ASSIGNMENT: Copy every record word for word. The images stay behind.

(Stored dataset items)
━━━━━━━━━━━━━━━━━━━━
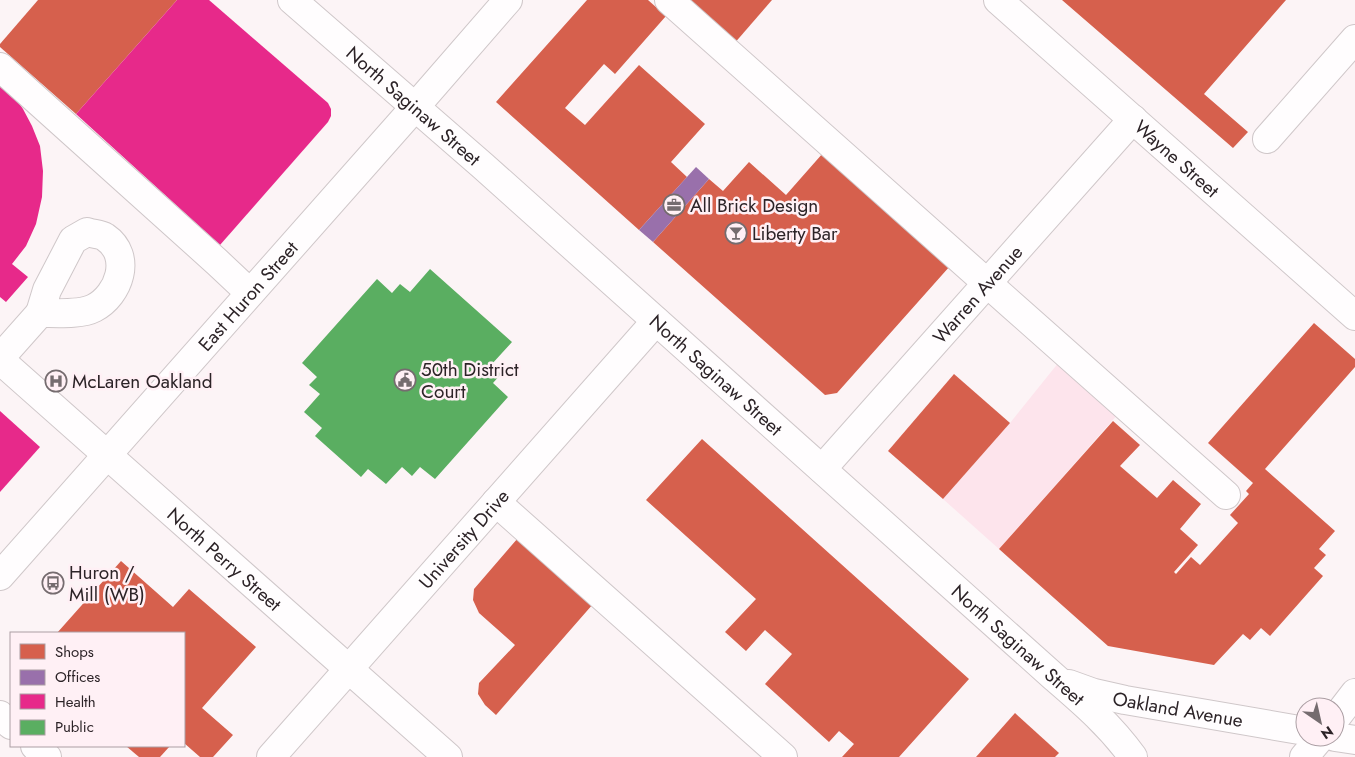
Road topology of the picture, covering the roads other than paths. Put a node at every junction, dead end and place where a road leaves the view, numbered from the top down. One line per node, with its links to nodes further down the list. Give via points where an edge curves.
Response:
1 (292, 0): 7 (main road, North Saginaw Street)
2 (508, 0): 7 (main road, East Huron Street)
3 (669, 0): 10 (main road)
4 (998, 0): 8 (main road, Wayne Street)
5 (1355, 39): 9 (main road)
6 (0, 67): 11 (main road)
7 (415, 107): 11 (main road, East Huron Street); 14 (main road, North Saginaw Street)
8 (1133, 119): 10 (main road, Warren Avenue); 13 (main road, Wayne Street)
9 (1267, 139)
10 (988, 284): 17 (main road, Warren Avenue); 18 (main road)
11 (250, 292): 16 (main road, East Huron Street)
12 (40, 313): 15 (main road)
13 (1355, 316)
14 (656, 320): 17 (main road, North Saginaw Street); 19 (main road, University Drive)
15 (0, 359): 16 (main road, North Perry Street)
16 (107, 455): 20 (main road, East Huron Street); 21 (main road, North Perry Street)
17 (822, 469): 22 (main road, North Saginaw Street)
18 (1226, 494)
19 (496, 502): 21 (main road, University Drive); 33 (main road)
20 (0, 576)
21 (348, 669): 31 (main road, University Drive); 32 (main road, North Perry Street)
22 (1054, 677): 27 (main road, Oakland Avenue, via 1094,693 1125,700); 34 (main road, North Saginaw Street, via 1104,722)
23 (1355, 693): 24 (main road)
24 (1345, 706)
25 (0, 715): 26 (main road)
26 (10, 724)
27 (1295, 730)
28 (36, 747): 30 (main road)
29 (1312, 747): 35 (main road)
30 (48, 757)
31 (271, 757)
32 (448, 757)
33 (783, 757)
34 (1132, 757)
35 (1304, 757)

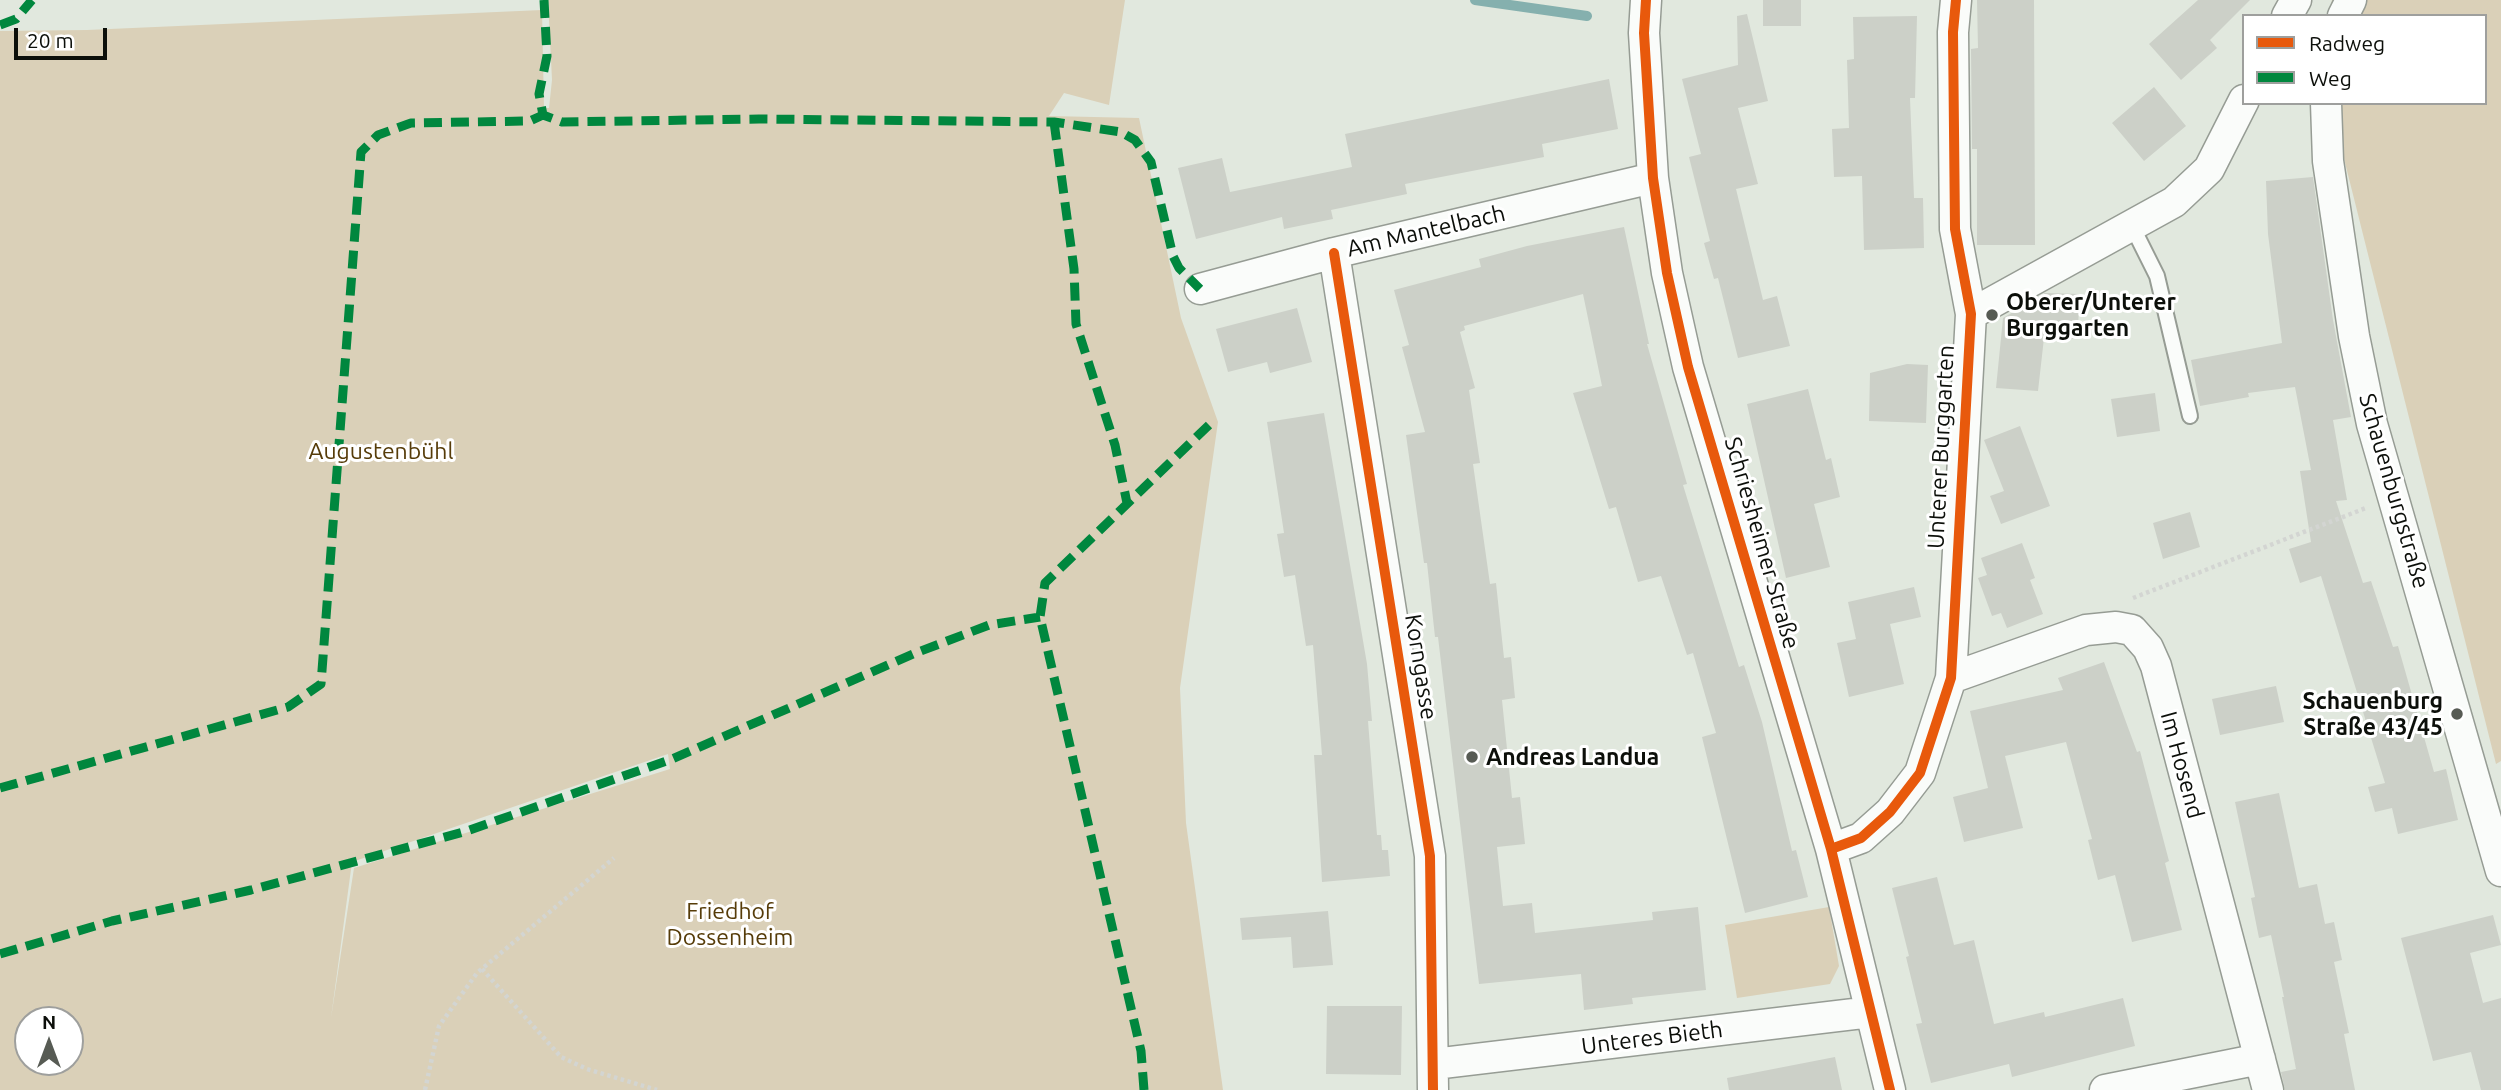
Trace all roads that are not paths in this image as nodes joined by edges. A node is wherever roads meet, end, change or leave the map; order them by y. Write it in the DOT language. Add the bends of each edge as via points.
graph roads {
  1 [pos="1646,0"];
  2 [pos="1956,0"];
  3 [pos="2242,104"];
  4 [pos="2326,105"];
  5 [pos="1653,178"];
  6 [pos="2132,226"];
  7 [pos="1334,253"];
  8 [pos="1199,289"];
  9 [pos="1970,314"];
  10 [pos="2190,416"];
  11 [pos="1951,678"];
  12 [pos="1831,849"];
  13 [pos="2501,871"];
  14 [pos="1871,1012"];
  15 [pos="2260,1059"];
  16 [pos="1433,1077"];
  17 [pos="1890,1090"];
  18 [pos="2105,1090"];
  19 [pos="2268,1090"];
  1 -- 5 [label="street, Schriesheimer Straße"];
  2 -- 9 [label="street, Unterer Burggarten" via="1955,229"];
  3 -- 6 [label="street" via="2209,169 2174,202"];
  4 -- 13 [label="street, Schauenburgstraße" via="2330,175 2372,424"];
  5 -- 7 [label="street, Am Mantelbach"];
  5 -- 12 [label="street, Schriesheimer Straße" via="1667,273 1688,367"];
  6 -- 9 [label="street"];
  6 -- 10 [label="lane" via="2157,276"];
  7 -- 8 [label="street, Am Mantelbach"];
  7 -- 16 [label="street, Korngasse" via="1430,856"];
  9 -- 11 [label="street, Unterer Burggarten"];
  11 -- 12 [label="street, Unterer Burggarten" via="1920,773 1891,813 1861,838"];
  11 -- 15 [label="street, Im Hosend" via="2086,630 2132,630 2148,648"];
  12 -- 14 [label="street, Schriesheimer Straße"];
  14 -- 16 [label="street, Unteres Bieth"];
  14 -- 17 [label="street, Schriesheimer Straße"];
  15 -- 18 [label="street"];
  15 -- 19 [label="street, Im Hosend"];
}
━━━━━━━━━━━━━━━━━━━━
REPLY TO THE TASK:
Road topology of the picture, covering the roads other than paths. Put a node at every junction, dead end and place where a road leaves the view, numbered from the top down. One line per node, with its links to nodes further down the list. Give via points where an edge curves.
Response:
1 (292, 0): 7 (main road, North Saginaw Street)
2 (508, 0): 7 (main road, East Huron Street)
3 (669, 0): 10 (main road)
4 (998, 0): 8 (main road, Wayne Street)
5 (1355, 39): 9 (main road)
6 (0, 67): 11 (main road)
7 (415, 107): 11 (main road, East Huron Street); 14 (main road, North Saginaw Street)
8 (1133, 119): 10 (main road, Warren Avenue); 13 (main road, Wayne Street)
9 (1267, 139)
10 (988, 284): 17 (main road, Warren Avenue); 18 (main road)
11 (250, 292): 16 (main road, East Huron Street)
12 (40, 313): 15 (main road)
13 (1355, 316)
14 (656, 320): 17 (main road, North Saginaw Street); 19 (main road, University Drive)
15 (0, 359): 16 (main road, North Perry Street)
16 (107, 455): 20 (main road, East Huron Street); 21 (main road, North Perry Street)
17 (822, 469): 22 (main road, North Saginaw Street)
18 (1226, 494)
19 (496, 502): 21 (main road, University Drive); 33 (main road)
20 (0, 576)
21 (348, 669): 31 (main road, University Drive); 32 (main road, North Perry Street)
22 (1054, 677): 27 (main road, Oakland Avenue, via 1094,693 1125,700); 34 (main road, North Saginaw Street, via 1104,722)
23 (1355, 693): 24 (main road)
24 (1345, 706)
25 (0, 715): 26 (main road)
26 (10, 724)
27 (1295, 730)
28 (36, 747): 30 (main road)
29 (1312, 747): 35 (main road)
30 (48, 757)
31 (271, 757)
32 (448, 757)
33 (783, 757)
34 (1132, 757)
35 (1304, 757)

Trace all roads that are not paths in this image as nodes joined by edges. A node is wherever roads meet, end, change or leave the map; order them by y. Write it in the DOT language. Add the bends of each edge as via points.
graph roads {
  1 [pos="1646,0"];
  2 [pos="1956,0"];
  3 [pos="2242,104"];
  4 [pos="2326,105"];
  5 [pos="1653,178"];
  6 [pos="2132,226"];
  7 [pos="1334,253"];
  8 [pos="1199,289"];
  9 [pos="1970,314"];
  10 [pos="2190,416"];
  11 [pos="1951,678"];
  12 [pos="1831,849"];
  13 [pos="2501,871"];
  14 [pos="1871,1012"];
  15 [pos="2260,1059"];
  16 [pos="1433,1077"];
  17 [pos="1890,1090"];
  18 [pos="2105,1090"];
  19 [pos="2268,1090"];
  1 -- 5 [label="street, Schriesheimer Straße"];
  2 -- 9 [label="street, Unterer Burggarten" via="1955,229"];
  3 -- 6 [label="street" via="2209,169 2174,202"];
  4 -- 13 [label="street, Schauenburgstraße" via="2330,175 2372,424"];
  5 -- 7 [label="street, Am Mantelbach"];
  5 -- 12 [label="street, Schriesheimer Straße" via="1667,273 1688,367"];
  6 -- 9 [label="street"];
  6 -- 10 [label="lane" via="2157,276"];
  7 -- 8 [label="street, Am Mantelbach"];
  7 -- 16 [label="street, Korngasse" via="1430,856"];
  9 -- 11 [label="street, Unterer Burggarten"];
  11 -- 12 [label="street, Unterer Burggarten" via="1920,773 1891,813 1861,838"];
  11 -- 15 [label="street, Im Hosend" via="2086,630 2132,630 2148,648"];
  12 -- 14 [label="street, Schriesheimer Straße"];
  14 -- 16 [label="street, Unteres Bieth"];
  14 -- 17 [label="street, Schriesheimer Straße"];
  15 -- 18 [label="street"];
  15 -- 19 [label="street, Im Hosend"];
}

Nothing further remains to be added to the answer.